Three dropped off the tank car ahead, and the detective climbed into the gond. The flashlight shot around, and Lucky held his breath. He had curled into one of the three chutes for unloading coal. The trick worked. These chutes were dangerous, for if you stepped into one and the bottom dropped, it would dump you under the train. The detective took no chances. He first shot the flash, then held on to the side while he climbed over the chutes. When he came to the last one, where Lucky lay, he shot the flash, but carelessly, and not squarely into the hole, so that he saw nothing. Stepping over, he went on, climbed to the boxcar behind, and resumed his chant: there were more curses, more feet sliding on ballast on the roadbed outside. Soon the train picked up speed. That meant the detective had reached the caboose, that all the hoboes were cleared.

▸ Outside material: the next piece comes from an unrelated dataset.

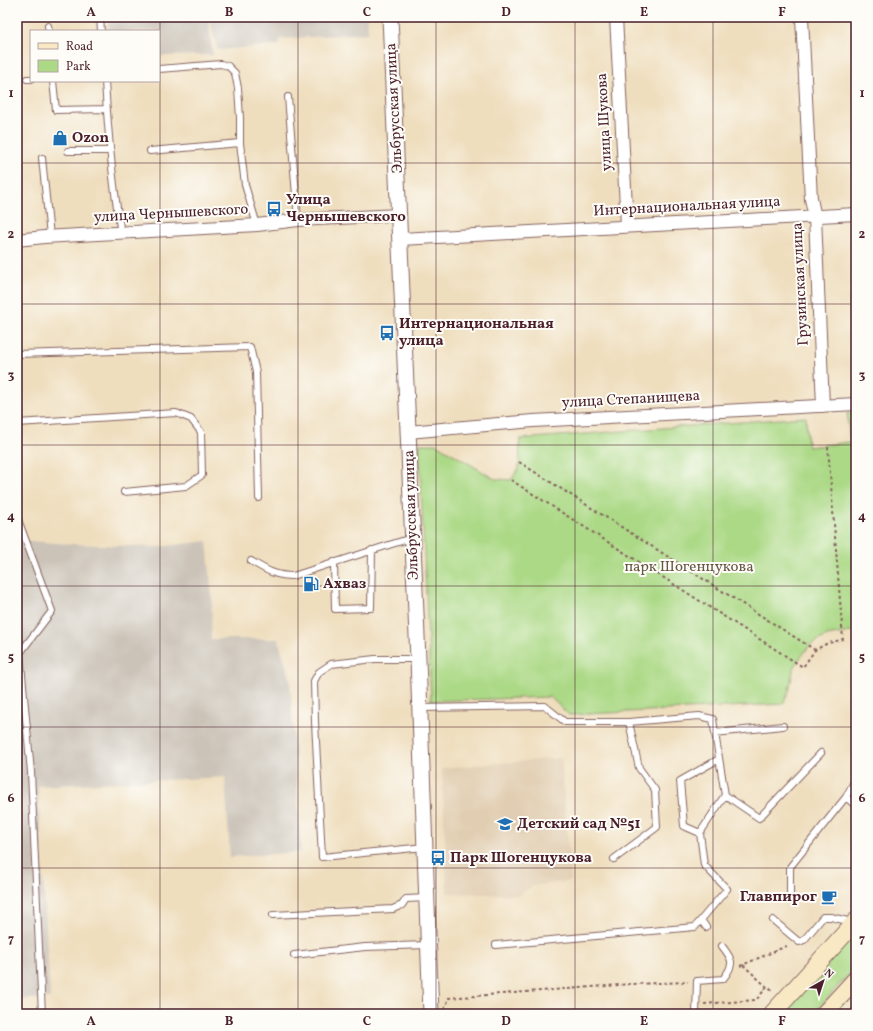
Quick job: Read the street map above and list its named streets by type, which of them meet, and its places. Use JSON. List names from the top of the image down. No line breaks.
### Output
{"streets":{"street":["Эльбрусская улица","улица Шукова","Интернациональная улица","улица Чернышевского","Грузинская улица","улица Степанищева"]},"crossings":[["Эльбрусская улица","Интернациональная улица"],["Эльбрусская улица","улица Чернышевского"],["Эльбрусская улица","улица Степанищева"],["улица Шукова","Интернациональная улица"],["Интернациональная улица","Грузинская улица"],["Грузинская улица","улица Степанищева"]],"parks":["парк Шогенцукова"],"places":{"shop":["Ozon"],"bus stop":["Улица Чернышевского","Интернациональная улица","Парк Шогенцукова"],"fuel station":["Ахваз"],"school or university":["Детский сад №51"],"cafe":["Главпирог"]},"legend":["Road","Park"],"north":"top right","grid":{"columns":["A","B","C","D","E","F"],"rows":["1","2","3","4","5","6","7"]}}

Lucky stood up, looked around. There was nothing to see, except hot-dog stands along the highway, but it was pleasant to poke your head up, let the wind whip your hair, and reflect how you had outwitted the detective. When the click of the rails slowed and station lights showed ahead, he squatted down again, dropped his feet into the chute. As soon as lights flashed alongside, he braced against the opposite side of the chute: that was one thing he had learned, the crazy way they shot the brakes on these freights. When the train jerked to a shrieking stop, he was ready, and didn’t get slammed. The bell tolled, the engine pulled away, there was an interval of silence. That meant they had cut the train, and would be picking up more cars. Soon they would be going on.

“Ah-ha! Hiding out on me, hey?”

The flashlight shot down from the boxcar. Lucky jumped, seized the side of the gond, scrambled up, vaulted. When he hit the roadbed, his ankles stung from the impact, and he staggered for footing. The detective was on him, grappling. He broke away, ran down the track, past the caboose, into the dark. The detective followed, but he was a big man and began to lose ground. Lucky was clear, when all of a sudden his foot drove against a switch bar and he went flat on his face, panting from the hysteria of shock.